Task item: No pictures belong in the answer. Repeat all the entries exactly.

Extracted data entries

┌──

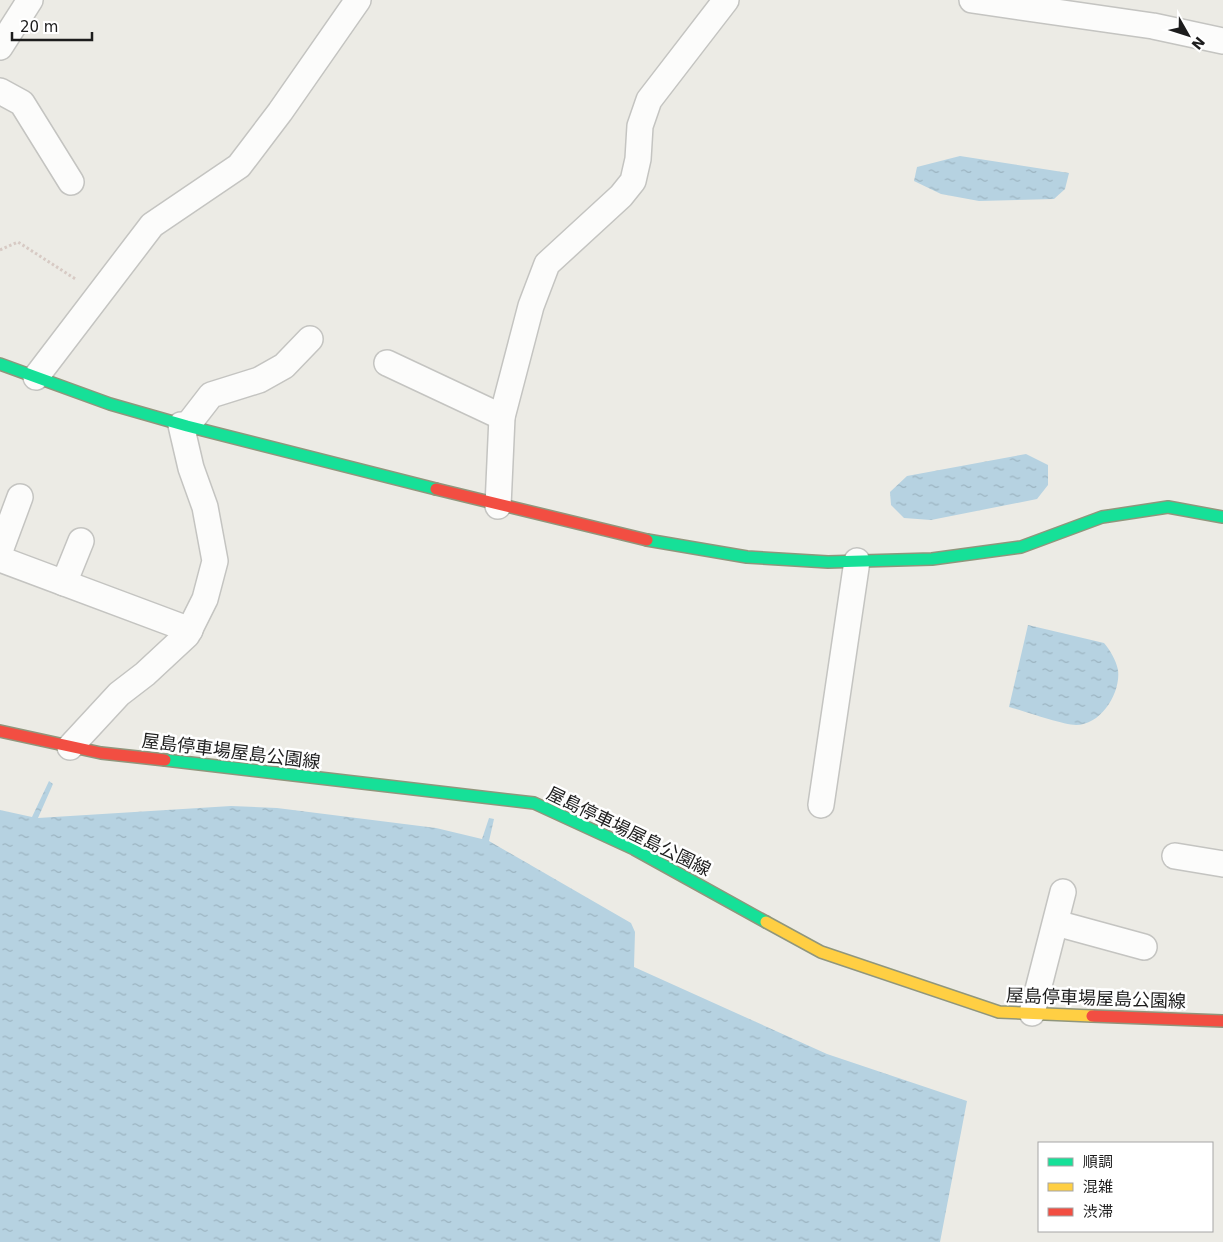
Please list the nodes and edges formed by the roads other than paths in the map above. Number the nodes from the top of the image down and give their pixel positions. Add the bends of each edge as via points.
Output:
1 (30, 0) edge
2 (358, 0) edge
3 (726, 0) edge
4 (972, 0) edge
5 (1223, 41) edge
6 (0, 47) edge
7 (0, 91) edge
8 (72, 182) dead end
9 (310, 339) dead end
10 (0, 364) edge
11 (387, 364) dead end
12 (36, 377) junction
13 (502, 417) junction
14 (184, 425) junction
15 (20, 497) dead end
16 (498, 506) junction
17 (1223, 517) edge
18 (81, 541) dead end
19 (0, 551) edge
20 (0, 559) edge
21 (857, 562) junction
22 (64, 583) junction
23 (190, 630) junction
24 (0, 731) edge
25 (70, 747) junction
26 (821, 806) dead end
27 (1175, 856) dead end
28 (1223, 864) edge
29 (1063, 892) dead end
30 (1056, 923) junction
31 (1144, 947) dead end
32 (1032, 1013) junction
33 (1223, 1021) edge

1 - 6 street
2 - 12 street via 239,166 152,226
3 - 13 street via 649,100 640,126 633,181 547,264 530,306
4 - 5 street via 1153,26
7 - 8 street via 22,103
9 - 14 street via 284,366 259,380 211,395
10 - 12 main road
11 - 13 street
12 - 14 main road via 110,404
13 - 16 street
14 - 16 main road
14 - 23 street via 191,468 205,507 215,561 205,599
15 - 19 street
16 - 21 main road via 632,538 747,557
17 - 21 main road via 1168,507 1102,517 1021,547 932,559
18 - 22 street
20 - 22 street
21 - 26 street
22 - 23 street
23 - 25 street via 145,674 119,694
24 - 25 main road, 屋島停車場屋島公園線
25 - 32 main road, 屋島停車場屋島公園線 via 534,803 634,849 821,952 999,1012
27 - 28 street
29 - 30 street
30 - 31 street
30 - 32 street
32 - 33 main road, 屋島停車場屋島公園線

└──

Reply:
Please list the nodes and edges formed by the roads other than paths in the map above. Number the nodes from the top of the image down and give their pixel positions. Add the bends of each edge as via points.
Output:
1 (30, 0) edge
2 (358, 0) edge
3 (726, 0) edge
4 (972, 0) edge
5 (1223, 41) edge
6 (0, 47) edge
7 (0, 91) edge
8 (72, 182) dead end
9 (310, 339) dead end
10 (0, 364) edge
11 (387, 364) dead end
12 (36, 377) junction
13 (502, 417) junction
14 (184, 425) junction
15 (20, 497) dead end
16 (498, 506) junction
17 (1223, 517) edge
18 (81, 541) dead end
19 (0, 551) edge
20 (0, 559) edge
21 (857, 562) junction
22 (64, 583) junction
23 (190, 630) junction
24 (0, 731) edge
25 (70, 747) junction
26 (821, 806) dead end
27 (1175, 856) dead end
28 (1223, 864) edge
29 (1063, 892) dead end
30 (1056, 923) junction
31 (1144, 947) dead end
32 (1032, 1013) junction
33 (1223, 1021) edge

1 - 6 street
2 - 12 street via 239,166 152,226
3 - 13 street via 649,100 640,126 633,181 547,264 530,306
4 - 5 street via 1153,26
7 - 8 street via 22,103
9 - 14 street via 284,366 259,380 211,395
10 - 12 main road
11 - 13 street
12 - 14 main road via 110,404
13 - 16 street
14 - 16 main road
14 - 23 street via 191,468 205,507 215,561 205,599
15 - 19 street
16 - 21 main road via 632,538 747,557
17 - 21 main road via 1168,507 1102,517 1021,547 932,559
18 - 22 street
20 - 22 street
21 - 26 street
22 - 23 street
23 - 25 street via 145,674 119,694
24 - 25 main road, 屋島停車場屋島公園線
25 - 32 main road, 屋島停車場屋島公園線 via 534,803 634,849 821,952 999,1012
27 - 28 street
29 - 30 street
30 - 31 street
30 - 32 street
32 - 33 main road, 屋島停車場屋島公園線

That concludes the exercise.